I married my best friend Tony on August 3, 2013.  It was a wonderful and beautiful day, one of my favorites in the history of ever (I literally cried for 15 minutes when it was over because I was so overfilled with joy and love I couldn't contain it). Tony is in many ways, exactly my opposite and, in every way, exactly what I need.  Tony is the person I can lean on at times where I have NO IDEA what I am doing.  Tony knows what to do every time.  Tony helps me and takes care of me and supports me with my dreams, and ideas.  

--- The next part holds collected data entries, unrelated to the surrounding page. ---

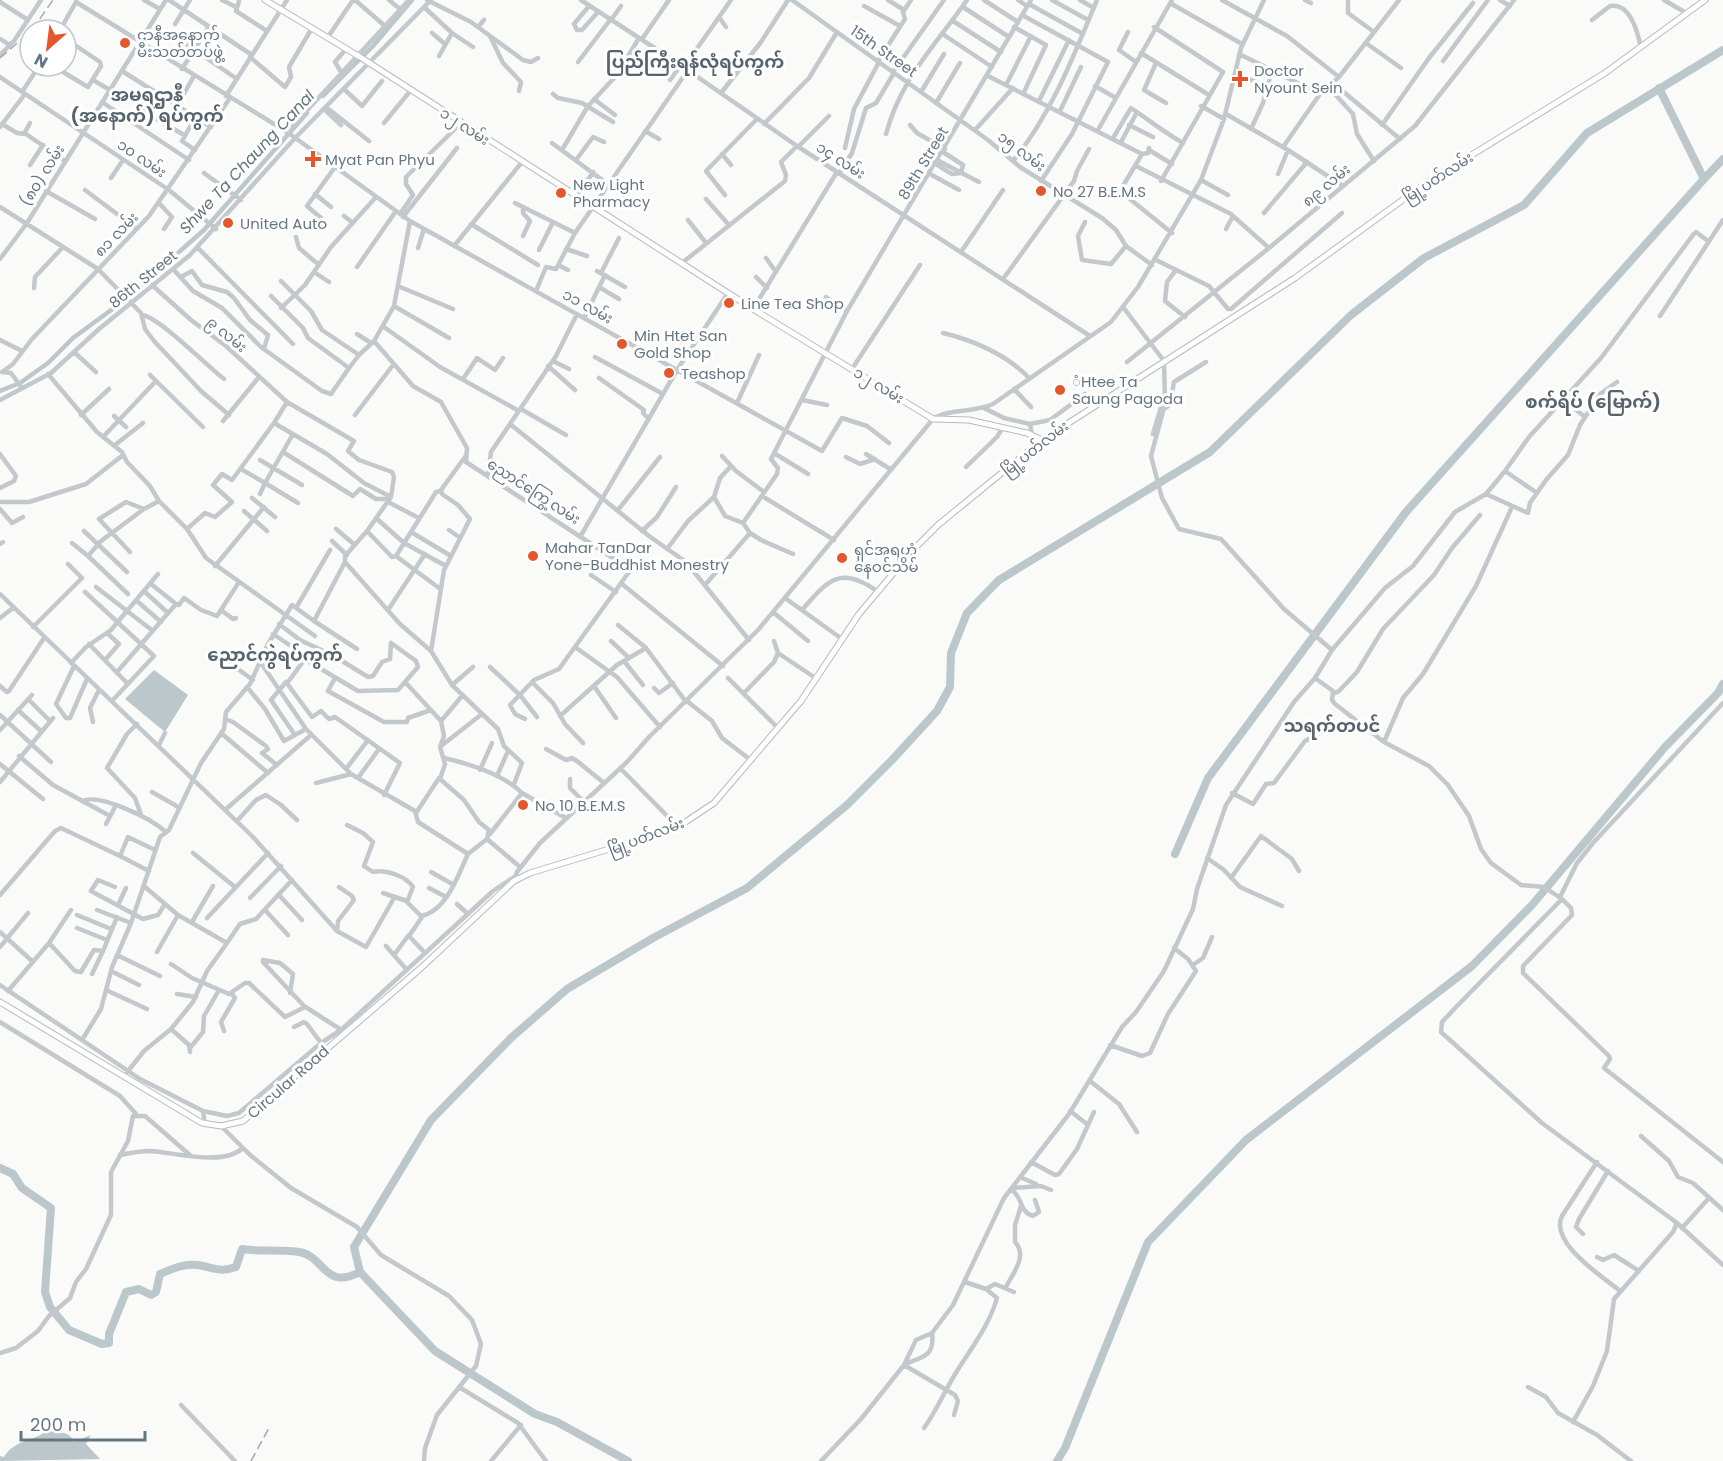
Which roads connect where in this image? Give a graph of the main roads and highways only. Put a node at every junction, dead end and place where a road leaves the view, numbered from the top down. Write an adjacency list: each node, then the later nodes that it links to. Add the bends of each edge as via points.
1 (265, 0): 3 (main road, ၁၂ လမ်း, via 933,419 969,420)
2 (1705, 0): 3 (main road, မြို့ပတ်လမ်း, via 1605,73 1426,183 1264,298)
3 (1042, 440): 4 (main road, မြို့ပတ်လမ်း, via 912,551 817,679 714,803 677,826)
4 (514, 879): 5 (main road, Circular Road, via 243,1121 221,1126 204,1124)
5 (0, 1002)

When I googled 'the first year of marriage" ... 'is the hardest' auto generated.  I am still not sure if this true, although I do think in part that it is.  I wanted to put together a list of things we learned our first year of marriage including some things that were really hard.  Though it isn't all encompassing, it gives a great idea of what you may experience too: 

  1. Making time for each other needs to be a priority.  I am a VERY busy person.  My business is also completely my own doing.  I really like to be busy.  I like to have things to do, places to go and people to see.  I volunteer with a church youth group, I like to take workout classes, and my most my favorite thing, I love hanging out with my friends.  Before marriage, I was used to living my life on my terms.  I would include Tony in my plans but I never hesitated to do a lot of other things.  When Tony and I got married and moved in together, I was stuck in that mindset.  I never even considered how this could effect Tony until he brought it up to me.  I wanted to be defensive.  'You see me all the time! I sleep in the same bed as you" in fact, I probably said those things.  Thinking about it though... I knew he was right.  I had not made him a priority.  It was surprising if I was home two nights a week.  For me, it was my biggest struggle (and something I still am working on).  I am so glad Tony was honest with me and told me how it made him feel.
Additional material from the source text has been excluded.